* Exercise prompt:
Within the records, tally the lines that contain "points" and reply with that number only.

* Dataset:
.....

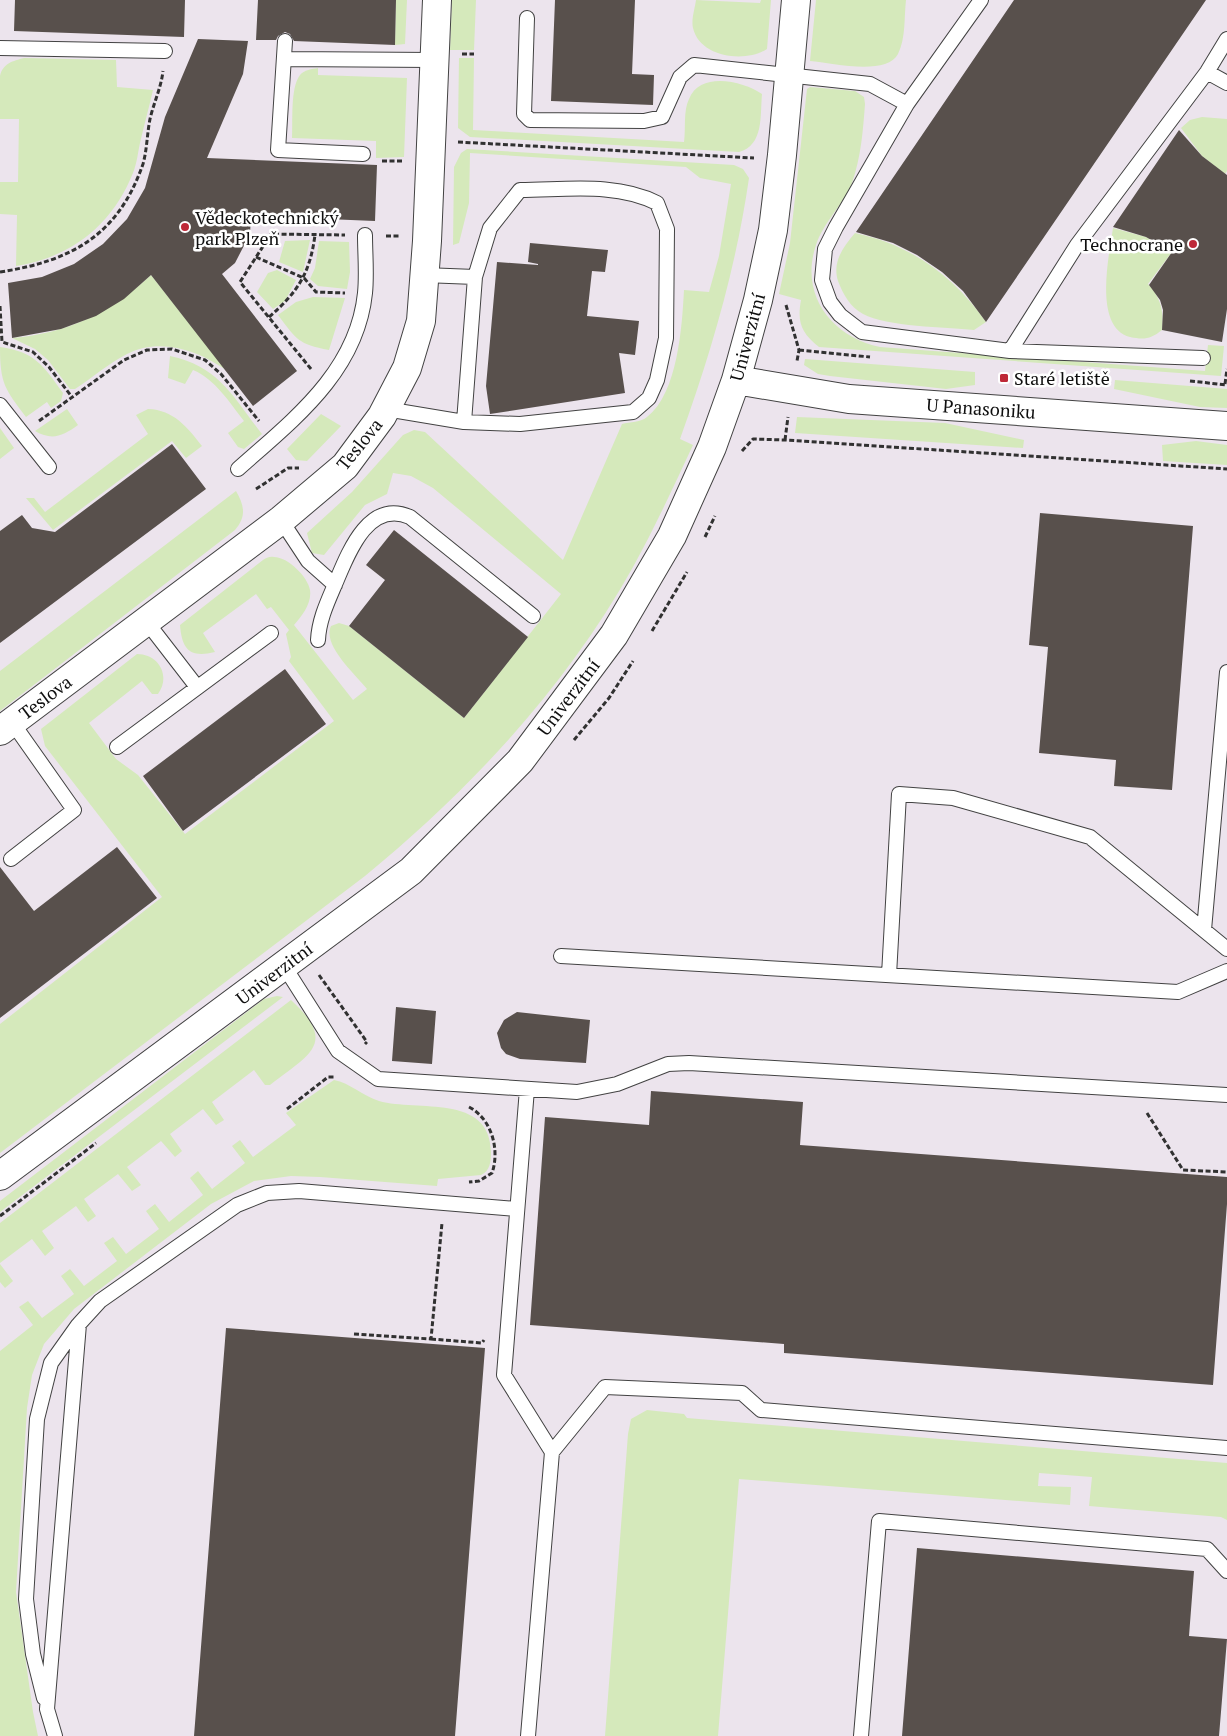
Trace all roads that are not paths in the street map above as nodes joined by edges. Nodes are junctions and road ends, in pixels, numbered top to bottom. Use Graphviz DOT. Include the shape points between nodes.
graph roads {
  1 [pos="437,0"];
  2 [pos="796,0"];
  3 [pos="981,0"];
  4 [pos="527,18"];
  5 [pos="1227,39"];
  6 [pos="285,41"];
  7 [pos="0,48"];
  8 [pos="165,51"];
  9 [pos="284,59"];
  10 [pos="434,60"];
  11 [pos="1207,72"];
  12 [pos="790,74"];
  13 [pos="1227,83"];
  14 [pos="907,104"];
  15 [pos="364,154"];
  16 [pos="365,235"];
  17 [pos="424,275"];
  18 [pos="475,277"];
  19 [pos="1010,351"];
  20 [pos="1203,358"];
  21 [pos="736,380"];
  22 [pos="0,405"];
  23 [pos="386,409"];
  24 [pos="464,422"];
  25 [pos="1227,426"];
  26 [pos="49,467"];
  27 [pos="238,469"];
  28 [pos="282,520"];
  29 [pos="335,585"];
  30 [pos="533,616"];
  31 [pos="146,621"];
  32 [pos="271,633"];
  33 [pos="318,640"];
  34 [pos="1227,672"];
  35 [pos="197,687"];
  36 [pos="6,726"];
  37 [pos="117,747"];
  38 [pos="11,859"];
  39 [pos="1204,930"];
  40 [pos="1227,949"];
  41 [pos="561,956"];
  42 [pos="284,966"];
  43 [pos="1227,971"];
  44 [pos="889,976"];
  45 [pos="527,1089"];
  46 [pos="1227,1095"];
  47 [pos="0,1176"];
  48 [pos="517,1209"];
  49 [pos="78,1324"];
  50 [pos="1227,1448"];
  51 [pos="552,1452"];
  52 [pos="1227,1571"];
  53 [pos="47,1709"];
  54 [pos="55,1736"];
  55 [pos="528,1736"];
  56 [pos="861,1736"];
  1 -- 10 [label="street, Teslova"];
  2 -- 12 [label="street, Univerzitní"];
  3 -- 14 [label="lane"];
  4 -- 12 [label="lane" via="524,114 530,120 644,121 662,117 680,77 694,65"];
  5 -- 11 [label="lane"];
  6 -- 9 [label="lane"];
  7 -- 8 [label="lane"];
  9 -- 10 [label="lane"];
  9 -- 15 [label="lane" via="278,150"];
  10 -- 17 [label="street, Teslova"];
  11 -- 13 [label="lane"];
  11 -- 19 [label="lane" via="1077,245"];
  12 -- 14 [label="lane" via="870,84"];
  12 -- 21 [label="street, Univerzitní" via="772,230 758,300"];
  14 -- 19 [label="lane" via="825,249 822,280 830,302 840,315 862,332"];
  16 -- 27 [label="lane" via="365,294 354,340 307,409"];
  17 -- 18 [label="lane"];
  17 -- 23 [label="street, Teslova" via="421,321 407,368"];
  18 -- 24 [label="lane"];
  18 -- 24 [label="lane" via="490,228 520,190 617,190 641,195 657,203 667,229 666,338 658,380 649,398 633,412 520,424"];
  19 -- 20 [label="lane"];
  21 -- 25 [label="street, U Panasoniku" via="849,399"];
  21 -- 42 [label="street, Univerzitní" via="712,447 672,536 614,635 520,761 411,871"];
  22 -- 26 [label="lane"];
  23 -- 24 [label="lane"];
  23 -- 28 [label="street, Teslova" via="345,466"];
  28 -- 29 [label="lane" via="308,561"];
  28 -- 31 [label="street, Teslova"];
  29 -- 30 [label="lane" via="348,552 366,526 379,517 398,512 410,517"];
  29 -- 33 [label="lane" via="321,618"];
  31 -- 35 [label="lane"];
  31 -- 36 [label="street, Teslova"];
  32 -- 35 [label="lane"];
  34 -- 39 [label="lane"];
  35 -- 37 [label="lane"];
  36 -- 38 [label="lane" via="74,810"];
  39 -- 40 [label="lane"];
  39 -- 44 [label="lane" via="1090,837 954,798 899,794"];
  41 -- 44 [label="lane"];
  42 -- 45 [label="lane" via="338,1051 378,1079"];
  42 -- 47 [label="street, Univerzitní"];
  43 -- 44 [label="lane" via="1178,992"];
  45 -- 46 [label="lane" via="596,1090 668,1064 689,1063"];
  45 -- 48 [label="lane"];
  48 -- 49 [label="lane" via="308,1192 267,1192 237,1205 100,1301"];
  48 -- 51 [label="lane" via="504,1375"];
  49 -- 53 [label="lane"];
  49 -- 53 [label="lane" via="51,1363 37,1419 26,1599 33,1654"];
  50 -- 51 [label="lane" via="761,1410 742,1393 605,1387"];
  51 -- 55 [label="lane"];
  52 -- 56 [label="lane" via="1207,1549 879,1521"];
  53 -- 54 [label="lane"];
}
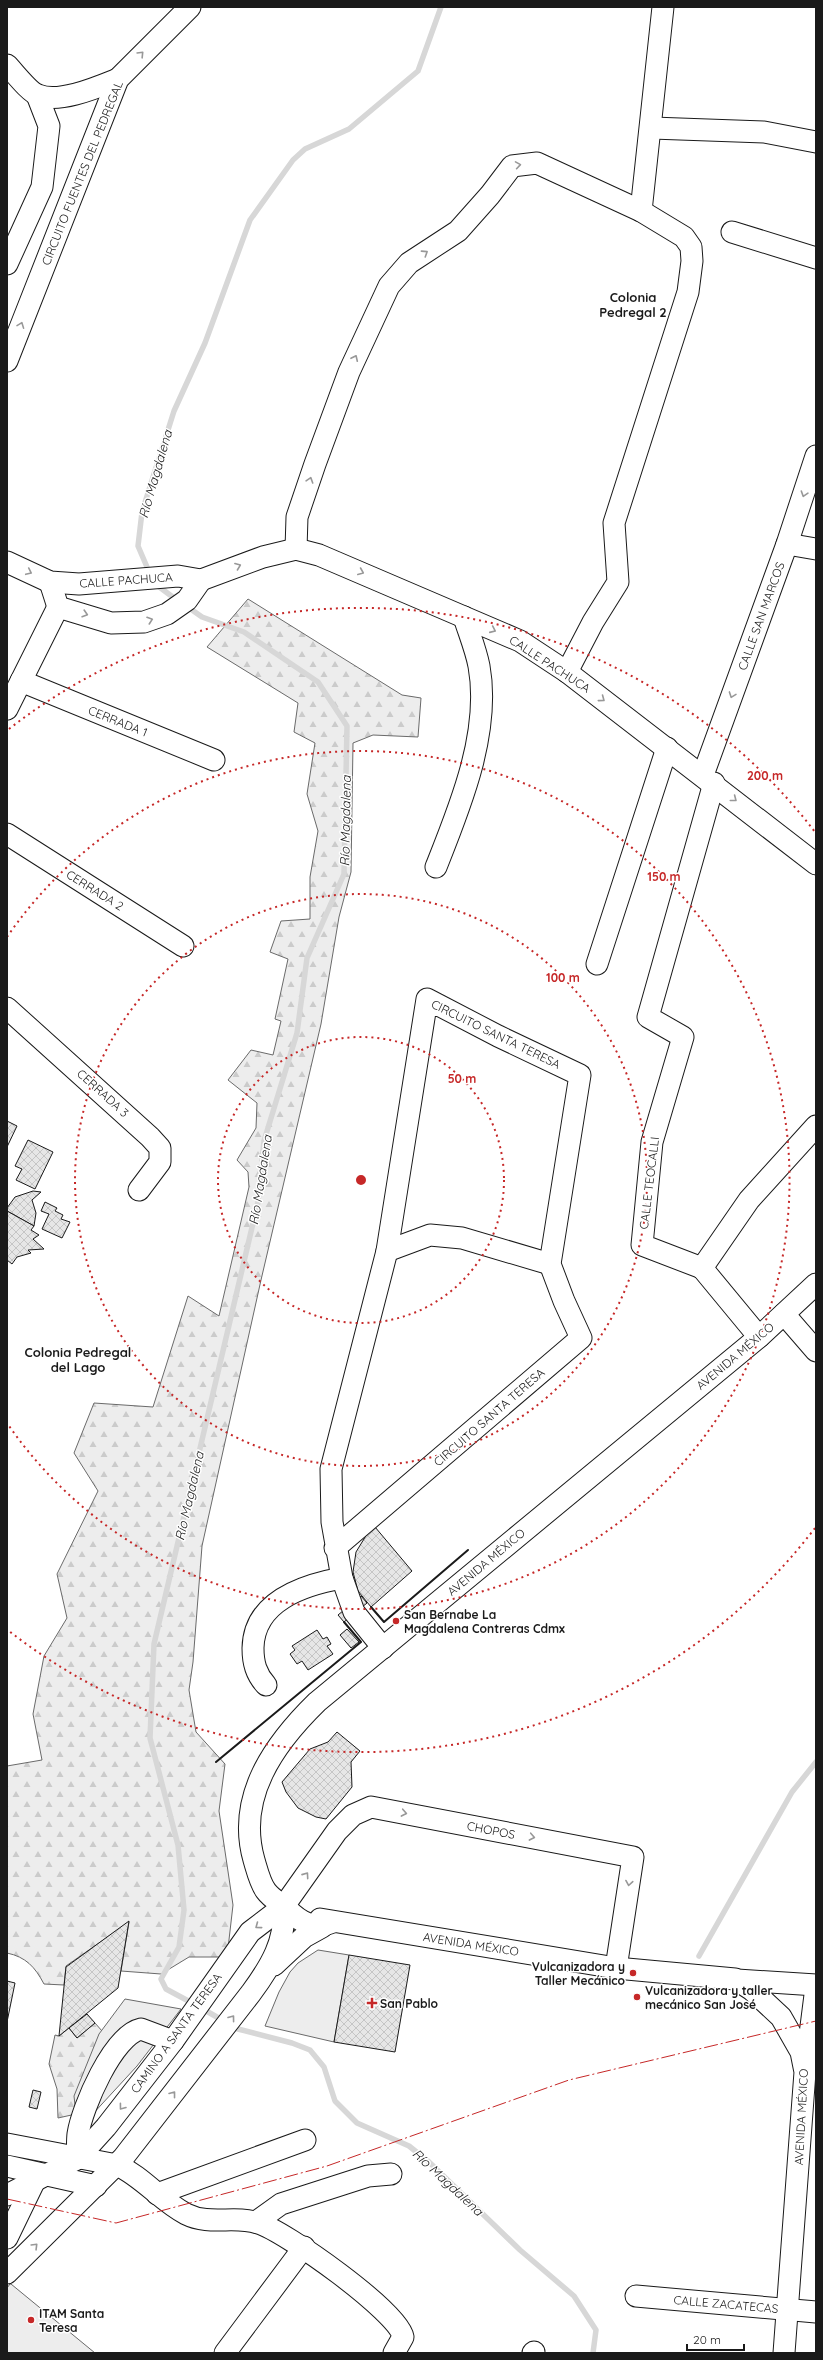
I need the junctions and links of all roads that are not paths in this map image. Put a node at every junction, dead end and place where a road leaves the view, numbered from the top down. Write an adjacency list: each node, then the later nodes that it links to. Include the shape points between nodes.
1 (190, 7): 4 (street, CIRCUITO FUENTES DEL PEDREGAL, one-way to 1)
2 (663, 7): 6 (street)
3 (7, 65): 5 (street)
4 (118, 79): 5 (street, via 84,92 55,97); 12 (street, CIRCUITO FUENTES DEL PEDREGAL, one-way to 4)
5 (37, 95): 11 (street, via 49,126 42,187)
6 (652, 128): 7 (street, via 764,132); 8 (street)
7 (816, 142)
8 (641, 211): 15 (street, one-way to 8, via 298,517 349,372 389,286 409,263 458,231 490,196 512,166 537,163); 22 (street, via 684,237 691,247 688,292 614,522 618,582 593,622)
9 (732, 232): 10 (street)
10 (816, 258)
11 (7, 264)
12 (7, 361)
13 (816, 456): 14 (street, CALLE SAN MARCOS, one-way to 14)
14 (787, 544): 16 (street); 27 (street, CALLE SAN MARCOS, one-way to 27)
15 (296, 549): 18 (street, CALLE PACHUCA, one-way to 15, via 263,557); 21 (street, CALLE PACHUCA, one-way to 21, via 319,555)
16 (816, 549)
17 (7, 562): 19 (street, CALLE PACHUCA, one-way to 19)
18 (201, 580): 19 (street, CALLE PACHUCA, via 178,576 98,583); 20 (street, one-way to 18, via 111,623 144,622 167,614 187,600)
19 (50, 582): 20 (street)
20 (58, 607): 23 (street)
21 (464, 617): 22 (street, CALLE PACHUCA, one-way to 22, via 520,641); 30 (street, via 479,666 481,710 470,773)
22 (567, 672): 25 (street, CALLE PACHUCA, one-way to 25)
23 (21, 681): 24 (street); 26 (street, CERRADA 1)
24 (7, 709)
25 (667, 748): 27 (street, CALLE PACHUCA); 32 (street)
26 (214, 760)
27 (708, 779): 29 (street, CALLE PACHUCA, one-way to 29); 34 (street, CALLE SAN MARCOS, via 648,1017)
28 (7, 834): 31 (street, CERRADA 2)
29 (816, 864)
30 (436, 867)
31 (183, 946)
32 (597, 964)
33 (7, 1008): 36 (street, CERRADA 3, via 160,1148 160,1162)
34 (683, 1037): 39 (street, CALLE TEOCALLI, via 652,1142 642,1245)
35 (816, 1126): 39 (street, via 749,1200)
36 (139, 1190)
37 (386, 1251): 38 (street, via 430,1235 462,1238); 38 (street, CIRCUITO SANTA TERESA, via 427,999 580,1075); 44 (street, CIRCUITO SANTA TERESA, via 330,1469 330,1502)
38 (550, 1264): 44 (street, CIRCUITO SANTA TERESA, via 581,1338)
39 (702, 1268): 42 (street)
40 (816, 1284): 41 (street, AVENIDA MÉXICO)
41 (784, 1314): 42 (street, AVENIDA MÉXICO); 43 (street)
42 (759, 1337): 46 (street, AVENIDA MÉXICO)
43 (816, 1351)
44 (335, 1548): 45 (street, CIRCUITO SANTA TERESA)
45 (342, 1578): 46 (street, CIRCUITO SANTA TERESA, via 354,1612); 47 (street, via 295,1592 264,1613 256,1628 253,1658 257,1673)
46 (383, 1648): 48 (street, AVENIDA MÉXICO, via 302,1717 266,1763 258,1783 249,1842 266,1892)
47 (266, 1685)
48 (284, 1906): 49 (street, AVENIDA MÉXICO); 50 (street, CHOPOS, one-way to 50, via 337,1832 353,1815 371,1807 633,1857); 51 (street, via 278,1952); 54 (street, CAMINO A SANTA TERESA, one-way to 54, via 250,1932)
49 (327, 1925): 50 (street, AVENIDA MÉXICO); 51 (street, via 290,1948)
50 (616, 1968): 52 (street, AVENIDA MÉXICO)
51 (266, 1974): 60 (street, one-way to 51)
52 (735, 1979): 53 (street); 55 (street, AVENIDA MÉXICO, via 752,1990 781,2017 801,2052)
53 (816, 1986): 55 (street)
54 (176, 2036): 59 (street, CAMINO A SANTA TERESA, one-way to 59, via 106,2127); 59 (street, via 141,2029 125,2037 94,2085 78,2134)
55 (805, 2072): 72 (street, AVENIDA MÉXICO)
56 (305, 2140): 65 (street)
57 (7, 2145): 58 (street)
58 (45, 2152): 59 (street); 63 (street)
59 (77, 2159): 60 (street); 63 (street, CAMINO A SANTA TERESA)
60 (117, 2165): 64 (street); 65 (street, via 129,2171)
61 (7, 2166): 63 (street)
62 (391, 2174): 67 (street, via 368,2176 281,2204)
63 (40, 2175): 64 (street); 66 (street, CAMINO A SANTA TERESA); 68 (street)
64 (96, 2186): 70 (street, one-way to 64)
65 (157, 2194): 67 (street, via 187,2214 209,2221 240,2219)
66 (7, 2195)
67 (256, 2222): 69 (street)
68 (7, 2238)
69 (304, 2247): 74 (street); 75 (street, via 398,2324 403,2337)
70 (7, 2273)
71 (636, 2296): 72 (street, CALLE ZACATECAS)
72 (788, 2309): 73 (street, CALLE ZACATECAS); 76 (street, AVENIDA MÉXICO)
73 (816, 2312)
74 (225, 2353)
75 (394, 2353)
76 (784, 2353)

.....

* Exercise solution:
2